Nuestras Tres Mejores del Año

Esta iniciativa surgió una noche en la Plaza Mayor de Salamanca. Podría haber sido cualquier otro sitio, pero desde luego no con cualesquiera otros amigos. Quisimos compartir entre nosotros cuáles son nuestras tres mejores del año, esto es: nuestras mejores películas o cortometrajes, nuestras mejores canciones o temas musicales y nuestras mejores lecturas a lo largo del año. Todo desde un punto de vista totalmente subjetivo y personal: personas, experiencias, reflexiones. http://nuestrastresmejores.blogspot.com

 

Eloy Santos

 

 

Anabákoros

Leonardo Garet, Anabákoros,

Editorial Fin de Siglo, Montevideo, 1999.

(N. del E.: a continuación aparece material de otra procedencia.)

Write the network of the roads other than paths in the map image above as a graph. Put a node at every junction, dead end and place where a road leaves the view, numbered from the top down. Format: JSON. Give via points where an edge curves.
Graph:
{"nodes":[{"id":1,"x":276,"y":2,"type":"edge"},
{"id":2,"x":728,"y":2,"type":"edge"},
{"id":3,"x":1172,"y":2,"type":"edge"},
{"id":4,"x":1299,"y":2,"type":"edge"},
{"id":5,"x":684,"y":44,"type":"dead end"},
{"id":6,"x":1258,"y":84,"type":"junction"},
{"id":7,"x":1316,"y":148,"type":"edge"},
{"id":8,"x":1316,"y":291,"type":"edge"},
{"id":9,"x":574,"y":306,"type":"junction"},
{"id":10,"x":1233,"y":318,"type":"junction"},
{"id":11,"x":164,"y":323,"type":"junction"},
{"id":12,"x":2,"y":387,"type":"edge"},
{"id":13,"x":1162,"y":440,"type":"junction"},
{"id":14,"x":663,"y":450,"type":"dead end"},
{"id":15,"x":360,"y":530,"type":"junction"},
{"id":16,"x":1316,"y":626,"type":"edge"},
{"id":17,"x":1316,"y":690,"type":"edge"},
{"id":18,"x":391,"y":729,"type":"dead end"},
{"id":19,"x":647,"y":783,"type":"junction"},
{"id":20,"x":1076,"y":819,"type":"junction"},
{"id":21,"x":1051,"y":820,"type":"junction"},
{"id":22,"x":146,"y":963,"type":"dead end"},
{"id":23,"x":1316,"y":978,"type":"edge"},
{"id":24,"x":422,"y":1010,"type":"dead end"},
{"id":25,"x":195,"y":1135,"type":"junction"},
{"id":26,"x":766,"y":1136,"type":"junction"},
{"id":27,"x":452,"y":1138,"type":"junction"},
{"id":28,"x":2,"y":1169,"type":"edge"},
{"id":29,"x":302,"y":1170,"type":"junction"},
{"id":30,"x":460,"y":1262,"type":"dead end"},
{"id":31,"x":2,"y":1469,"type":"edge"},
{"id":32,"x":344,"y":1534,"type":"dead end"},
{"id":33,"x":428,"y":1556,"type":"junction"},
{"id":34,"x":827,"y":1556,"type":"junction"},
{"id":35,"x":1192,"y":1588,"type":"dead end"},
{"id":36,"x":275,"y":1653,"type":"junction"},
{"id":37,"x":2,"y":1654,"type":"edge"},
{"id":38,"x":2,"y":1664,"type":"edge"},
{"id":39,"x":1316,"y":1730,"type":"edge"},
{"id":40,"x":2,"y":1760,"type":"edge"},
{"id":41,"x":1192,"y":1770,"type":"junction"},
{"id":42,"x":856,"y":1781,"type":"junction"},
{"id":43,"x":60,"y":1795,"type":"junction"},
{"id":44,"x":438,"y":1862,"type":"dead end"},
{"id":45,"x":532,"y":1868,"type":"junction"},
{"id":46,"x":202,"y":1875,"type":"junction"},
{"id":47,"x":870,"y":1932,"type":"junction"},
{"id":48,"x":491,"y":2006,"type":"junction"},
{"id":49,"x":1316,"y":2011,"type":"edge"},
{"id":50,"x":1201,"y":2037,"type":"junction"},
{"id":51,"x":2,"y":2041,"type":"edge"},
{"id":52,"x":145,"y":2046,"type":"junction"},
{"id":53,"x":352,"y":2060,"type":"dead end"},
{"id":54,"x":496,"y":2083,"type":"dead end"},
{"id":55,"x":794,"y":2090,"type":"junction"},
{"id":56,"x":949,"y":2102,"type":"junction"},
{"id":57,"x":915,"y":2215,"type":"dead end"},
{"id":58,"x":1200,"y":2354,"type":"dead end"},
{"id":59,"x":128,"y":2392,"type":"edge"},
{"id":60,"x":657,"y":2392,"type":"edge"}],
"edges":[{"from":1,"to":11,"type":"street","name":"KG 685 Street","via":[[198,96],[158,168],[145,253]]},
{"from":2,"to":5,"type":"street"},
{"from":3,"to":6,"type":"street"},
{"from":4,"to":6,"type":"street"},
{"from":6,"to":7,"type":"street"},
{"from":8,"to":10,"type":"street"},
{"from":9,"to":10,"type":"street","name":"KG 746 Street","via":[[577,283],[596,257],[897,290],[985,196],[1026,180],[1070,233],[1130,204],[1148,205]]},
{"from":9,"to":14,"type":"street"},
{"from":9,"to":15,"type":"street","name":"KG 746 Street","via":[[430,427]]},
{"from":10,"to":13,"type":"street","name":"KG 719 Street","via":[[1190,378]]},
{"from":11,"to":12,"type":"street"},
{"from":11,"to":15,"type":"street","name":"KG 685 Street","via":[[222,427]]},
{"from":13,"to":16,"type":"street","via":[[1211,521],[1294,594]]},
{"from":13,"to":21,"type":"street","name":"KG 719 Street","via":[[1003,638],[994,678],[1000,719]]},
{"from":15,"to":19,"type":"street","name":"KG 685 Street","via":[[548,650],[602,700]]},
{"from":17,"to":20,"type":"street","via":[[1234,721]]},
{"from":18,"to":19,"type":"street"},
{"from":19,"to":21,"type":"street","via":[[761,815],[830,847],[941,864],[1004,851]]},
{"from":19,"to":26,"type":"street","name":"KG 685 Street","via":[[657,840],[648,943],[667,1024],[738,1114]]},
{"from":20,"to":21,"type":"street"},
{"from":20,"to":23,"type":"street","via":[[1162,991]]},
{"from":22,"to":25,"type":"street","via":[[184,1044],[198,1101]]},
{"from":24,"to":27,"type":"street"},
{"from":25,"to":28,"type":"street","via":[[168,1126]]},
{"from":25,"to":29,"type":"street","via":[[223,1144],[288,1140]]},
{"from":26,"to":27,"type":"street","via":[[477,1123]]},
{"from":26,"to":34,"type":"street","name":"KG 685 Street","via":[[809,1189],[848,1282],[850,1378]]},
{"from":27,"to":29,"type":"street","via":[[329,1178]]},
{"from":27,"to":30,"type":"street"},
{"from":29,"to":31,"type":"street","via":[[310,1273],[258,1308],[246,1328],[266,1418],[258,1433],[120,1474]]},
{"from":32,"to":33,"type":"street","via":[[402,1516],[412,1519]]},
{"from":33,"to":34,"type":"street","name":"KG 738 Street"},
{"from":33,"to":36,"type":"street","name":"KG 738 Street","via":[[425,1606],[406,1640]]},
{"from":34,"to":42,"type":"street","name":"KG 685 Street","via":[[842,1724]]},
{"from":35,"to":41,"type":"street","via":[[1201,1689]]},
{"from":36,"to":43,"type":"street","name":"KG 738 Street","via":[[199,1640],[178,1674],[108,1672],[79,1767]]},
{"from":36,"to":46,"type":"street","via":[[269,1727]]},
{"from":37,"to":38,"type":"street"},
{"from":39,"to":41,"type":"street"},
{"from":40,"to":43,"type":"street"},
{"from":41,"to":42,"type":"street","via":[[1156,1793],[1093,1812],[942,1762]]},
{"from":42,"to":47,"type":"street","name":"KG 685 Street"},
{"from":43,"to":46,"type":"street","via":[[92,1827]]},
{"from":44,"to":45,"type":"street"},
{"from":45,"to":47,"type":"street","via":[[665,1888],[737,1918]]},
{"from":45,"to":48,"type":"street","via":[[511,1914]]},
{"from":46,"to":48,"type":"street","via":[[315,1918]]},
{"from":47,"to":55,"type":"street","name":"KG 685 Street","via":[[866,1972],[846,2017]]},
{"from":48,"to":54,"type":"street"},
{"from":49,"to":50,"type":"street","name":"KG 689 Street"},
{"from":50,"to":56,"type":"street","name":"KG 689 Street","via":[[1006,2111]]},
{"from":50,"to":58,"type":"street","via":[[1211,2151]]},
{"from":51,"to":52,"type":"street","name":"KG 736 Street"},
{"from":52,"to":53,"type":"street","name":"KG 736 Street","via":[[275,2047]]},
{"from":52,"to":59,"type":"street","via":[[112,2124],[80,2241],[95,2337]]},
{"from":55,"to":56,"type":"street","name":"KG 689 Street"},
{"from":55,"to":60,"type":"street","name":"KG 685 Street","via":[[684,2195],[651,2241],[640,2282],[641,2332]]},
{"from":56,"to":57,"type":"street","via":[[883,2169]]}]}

El libro que más me interesó en los últimos meses no está todavía publicado en España, lamentablemente. Se titula "Anabákoros" y lo escribió Leonardo Garet, un poeta uruguayo con una obra sólida y extensa. "Anabákoros" es una rara avis poética. En rigor, define un género literario y es a la vez el único libro perteneciente al género que él mismo instaura. Durante un viaje en ómnibus, el viajero-narrador descubre en el diario abierto del que está sentado delante de él la noticia de un curioso descubrimiento arqueológico: los anabákoros, fragmentos de escritura cuneiforme sobre tablillas, procedentes de la antigua Nínive, que constituyen un tipo de escritura desconocido hasta el momento por los historiadores. Se trata de composiciones "en prosa de corta extensión y motivo variado, generalmente con implicaciones metafísicas, donde se destacan los temas de la magia y del tiempo, de los viajes y de la palabra". Su origen y su sentido pertenecen a lo mítico, cada uno de ellos es una tentativa, a través del arte de la imaginación, de regresar a una ciudad perdida en la prehistoria del corazón de los hombres.

El hecho de que esta ciudad no sea recordada ni por los antiguos ninivitas, ni por los hombres contemporáneos nada quiere decir, puesto que hemos sido sometidos a la implacable transmisión del olvido. Ahora bien, sabemos que según las leyes de la etimología y de la Imaginación, inventar y descubrir son esencialmente actos equivalentes. No podemos inventar nada que no exista. El viajero-narrador que descubre la existencia de este género extinguido, prosigue la investigación de la única manera posible: descubriendo nuevos anabákoros, es decir, escribiéndolos. De esta manera, los sucesivos y aparentemente inocuos, banales viajes en ómnibus del viajero terminan por convertirse en sendas incursiones en los abismos de la Realidad, revelados por el lenguaje.  A día de hoy, no se conservan más fragmentos de este antiguo y extraño género que los cien conservados en este libro gracias a la inestimable sabiduría y empeño de Leonardo Garet, el último anabakorista conocido, a quien debemos la invención-recuperación de esta joya poética.